Passive Investing Has Its Drawbacks
The report questions whether there is a smarter alternative to passive investing, as it also presents some drawbacks. For example, despite its appeal, there are compelling reasons to challenge this approach, especially for core allocations—the foundation of a portfolio designed to produce stable and consistent returns.
“Passive strategies, by nature, lag behind their benchmarks because they incur trading and implementation costs that their benchmarks do not. This can lead to significant underperformance, particularly in less liquid asset classes like credit. Passive investing also ignores decades of academic research on asset valuation, thus missing opportunities to actively exploit market inefficiencies,” the report notes. Additionally, the document highlights “sustainability issues” and the challenge that these strategies are not customizable.
Finally, the report points out another dilemma investors face today: determining where we are in the global equity market cycle and whether U.S. exceptionalism will continue. “Notably, the macroeconomic environment, characterized by high interest rates, growing geopolitical instability, and sustainability concerns, presents challenges for all types of investing. These conditions, combined with high equity market valuations and lofty earnings expectations, could lead to lower future returns,” the report comments.
Based on this analysis, Robeco argues that “a smarter alternative offering better returns with a risk profile similar to the market and greater sustainability than a passive approach can play a key role in core equity allocations, especially if investors need to preserve their risk budgets for alternative satellite investments to meet their overall objectives.”
Advantages of Enhancing Index Strategies
The first argument Robeco’s report presents in favor of enhanced indexing is its potential to deliver better returns. “Unlike passive strategies that blindly follow an index and do not favor one company over another, enhanced indexing strategically invests more in companies with stronger fundamentals while having less exposure to those with weaker fundamentals. Smarter company selection is based on forward-looking performance factors that have been empirically proven to have strong predictive power, allowing the strategy to exploit market inefficiencies to deliver better returns than the index after costs,” the report states.
Secondly, it explains that while seeking improved returns with a risk profile aligned with the index, enhanced index strategies maintain a risk-conscious stance. “Although the portfolio favors companies with stronger fundamentals, this is implemented within measured limits from a portfolio, sector, and company perspective to contain relative risks. Additionally, advanced portfolio construction ensures that the relative risk budget is used efficiently to generate sufficient returns that offset trading and implementation costs, providing returns above the index,” the document adds.
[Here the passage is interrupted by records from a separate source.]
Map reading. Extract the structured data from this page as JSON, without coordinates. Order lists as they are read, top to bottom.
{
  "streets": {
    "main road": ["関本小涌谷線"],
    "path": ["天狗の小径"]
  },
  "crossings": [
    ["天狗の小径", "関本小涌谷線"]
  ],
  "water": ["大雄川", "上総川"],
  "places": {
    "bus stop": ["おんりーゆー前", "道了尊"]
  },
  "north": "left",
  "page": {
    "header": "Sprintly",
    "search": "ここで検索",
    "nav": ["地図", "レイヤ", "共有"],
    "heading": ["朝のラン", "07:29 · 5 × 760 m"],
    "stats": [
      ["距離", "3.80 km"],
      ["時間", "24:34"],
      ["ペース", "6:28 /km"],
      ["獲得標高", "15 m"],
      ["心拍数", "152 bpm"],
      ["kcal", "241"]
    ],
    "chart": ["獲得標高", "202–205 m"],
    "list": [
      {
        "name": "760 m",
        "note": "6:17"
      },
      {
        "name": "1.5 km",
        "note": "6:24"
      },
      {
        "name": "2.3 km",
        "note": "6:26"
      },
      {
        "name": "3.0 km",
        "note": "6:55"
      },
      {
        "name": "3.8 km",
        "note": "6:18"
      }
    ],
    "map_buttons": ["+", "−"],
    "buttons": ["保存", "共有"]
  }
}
Finally, Robeco emphasizes improved sustainability integration. According to the report, enhanced indexing strategies not only favor healthier companies but also those that are more sustainable. “By definition, passive strategies are indifferent in this regard. And when passive strategies follow ESG-tilted indexes, the risk profile of those indexes can deviate significantly from their core benchmarks, for example, due to differences in sector or regional exposures. This exposes investors to the types of active risks they sought to avoid by choosing a passive strategy in the first place,” the report concludes.